Most recently I dated someone who started obsessing over my apartment and how they didn't feel it was clean enough. They even told me that I needed to get a maid. OK!! This is a bit ridiculous!! I admit...I am NOT the most organized or tidy person but, I'm NOT DIRTY! I wish I could show you a picture of it. My kitchen needs to be cleaned up but, it's not like I have tampon wrappers all over and dirty dishes everywhere.
One thing that bothered him was dog hair. I HAVE A DOG! THERE'S GOING TO BE DOG HAIR!! I let my dog sleep on the bed and yes...there is dog hair. Funny thing is, he has a dog! Although, until just recently he didn't even allow his dog to sleep in the bedroom. Long story.
Now, let me say there has been several guys that I've dated that also have dogs...who sleep on the bed. Sometimes they sleep under the covers. They even had hair IN the bed. I never had a problem with this.
There's been several other people that have picked me apart. One of them I was MARRIED to and the other I dated for awhile. My ex didn't necessarily pick me apart...more like nag, harp, and be condescending. "Are you going to leave your shoes there? Are you going do this?" The other would question me as to why I didn't do this or say that. I sometimes felt as if he wanted to be Governor and I was auditioning to be a politicians wife.
Some people may say, "Erin, you need to stop dating the same type of guy." To that I say, I've been breaking my own dating rules and reaching out to different types of guys in hopes I'll find something different....still finding the same.
I also wonder if there is something wrong with me. Like am I some horrible person that these people are right and should be so critical of me. OR IS IT THAT THEY ARE CONTROLLING? Do they have control issues? I know that's true with my ex.
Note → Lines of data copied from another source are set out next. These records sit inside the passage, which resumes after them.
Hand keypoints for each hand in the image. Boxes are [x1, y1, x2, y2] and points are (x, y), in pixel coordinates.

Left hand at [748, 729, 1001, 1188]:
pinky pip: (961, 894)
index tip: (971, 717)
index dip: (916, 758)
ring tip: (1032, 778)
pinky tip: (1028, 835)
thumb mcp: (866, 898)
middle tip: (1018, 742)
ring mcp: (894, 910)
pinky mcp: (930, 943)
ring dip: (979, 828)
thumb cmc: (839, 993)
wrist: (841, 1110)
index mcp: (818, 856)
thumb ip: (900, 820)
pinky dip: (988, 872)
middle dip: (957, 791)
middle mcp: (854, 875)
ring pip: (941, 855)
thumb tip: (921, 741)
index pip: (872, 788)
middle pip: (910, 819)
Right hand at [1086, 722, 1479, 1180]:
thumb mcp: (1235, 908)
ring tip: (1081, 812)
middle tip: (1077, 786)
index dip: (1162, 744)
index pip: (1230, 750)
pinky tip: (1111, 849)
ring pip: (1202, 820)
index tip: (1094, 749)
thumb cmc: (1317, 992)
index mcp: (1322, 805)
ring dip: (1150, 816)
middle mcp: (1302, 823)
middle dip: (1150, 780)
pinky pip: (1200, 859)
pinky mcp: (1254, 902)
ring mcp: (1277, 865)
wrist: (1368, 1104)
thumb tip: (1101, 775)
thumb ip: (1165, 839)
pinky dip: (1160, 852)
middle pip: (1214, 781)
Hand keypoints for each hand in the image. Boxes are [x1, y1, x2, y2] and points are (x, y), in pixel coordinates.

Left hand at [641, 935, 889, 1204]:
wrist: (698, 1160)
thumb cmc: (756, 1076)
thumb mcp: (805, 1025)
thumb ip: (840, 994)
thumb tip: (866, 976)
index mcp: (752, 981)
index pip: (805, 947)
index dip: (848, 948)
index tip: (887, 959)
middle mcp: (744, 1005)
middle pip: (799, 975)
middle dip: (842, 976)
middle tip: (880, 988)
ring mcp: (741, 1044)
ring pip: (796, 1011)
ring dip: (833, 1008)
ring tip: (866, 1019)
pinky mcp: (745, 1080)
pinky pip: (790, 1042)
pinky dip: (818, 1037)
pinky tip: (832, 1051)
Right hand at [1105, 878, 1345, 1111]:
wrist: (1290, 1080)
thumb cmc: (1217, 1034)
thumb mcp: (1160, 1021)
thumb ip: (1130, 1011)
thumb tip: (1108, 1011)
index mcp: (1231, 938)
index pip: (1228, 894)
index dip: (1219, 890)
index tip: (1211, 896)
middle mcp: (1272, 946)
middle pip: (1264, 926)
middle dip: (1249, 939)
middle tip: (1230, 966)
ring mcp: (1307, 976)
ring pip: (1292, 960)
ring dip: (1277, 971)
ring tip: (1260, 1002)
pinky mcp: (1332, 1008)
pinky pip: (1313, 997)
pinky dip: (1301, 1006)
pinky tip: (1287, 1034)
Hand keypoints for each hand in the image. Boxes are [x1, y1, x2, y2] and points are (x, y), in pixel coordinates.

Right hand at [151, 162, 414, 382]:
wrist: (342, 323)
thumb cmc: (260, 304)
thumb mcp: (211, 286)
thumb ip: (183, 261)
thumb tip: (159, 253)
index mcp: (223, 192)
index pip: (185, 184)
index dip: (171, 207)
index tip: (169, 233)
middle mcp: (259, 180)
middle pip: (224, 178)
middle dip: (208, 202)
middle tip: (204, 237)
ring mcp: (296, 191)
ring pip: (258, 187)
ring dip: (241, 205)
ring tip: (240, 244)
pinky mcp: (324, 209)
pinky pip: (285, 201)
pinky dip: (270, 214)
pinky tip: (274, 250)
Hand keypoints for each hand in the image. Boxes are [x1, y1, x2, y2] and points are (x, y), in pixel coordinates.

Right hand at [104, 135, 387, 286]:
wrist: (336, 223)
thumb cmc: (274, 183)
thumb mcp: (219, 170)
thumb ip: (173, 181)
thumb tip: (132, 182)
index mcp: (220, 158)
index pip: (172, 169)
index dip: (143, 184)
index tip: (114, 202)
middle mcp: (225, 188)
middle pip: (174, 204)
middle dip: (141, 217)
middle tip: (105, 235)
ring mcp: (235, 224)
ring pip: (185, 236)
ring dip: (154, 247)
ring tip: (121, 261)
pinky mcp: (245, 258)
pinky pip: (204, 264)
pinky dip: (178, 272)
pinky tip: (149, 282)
He always had to be right and thought he knew EVERYTHING!!!
Now, I admit...I should probably be more tidy but, I wasn't raised in a clean house. In fact, my house growing up looked like something you'd see in an episode of COPS. So, it's not going to be super easy for me to be really tidy. Although I'm better now than I was just a few years ago.
And my thought is, so what if my place is a little messy or whatever? He didn't cook! Maybe I'm pissed he couldn't cook. Am I going nag him about his lack of skills...NO. My thought is, you compromise. Maybe I could be the cook and they could be the cleaner. That's compromise. AND...If you're married or living together this is an issue. Not when you're just dating.
I just hope that one day I find someone who can take me with the good and the bad as I would do the with them. I feel like I'm willing to compromise. The only thing that I ask is for someone to adore me and take the time to be with me. And for some reason, that seems to be too much to ask for. Yet, I'm going to be picked apart because of my shoes on the stairs?
Ya know...I'll make a video of my place...just to show you what it looks like.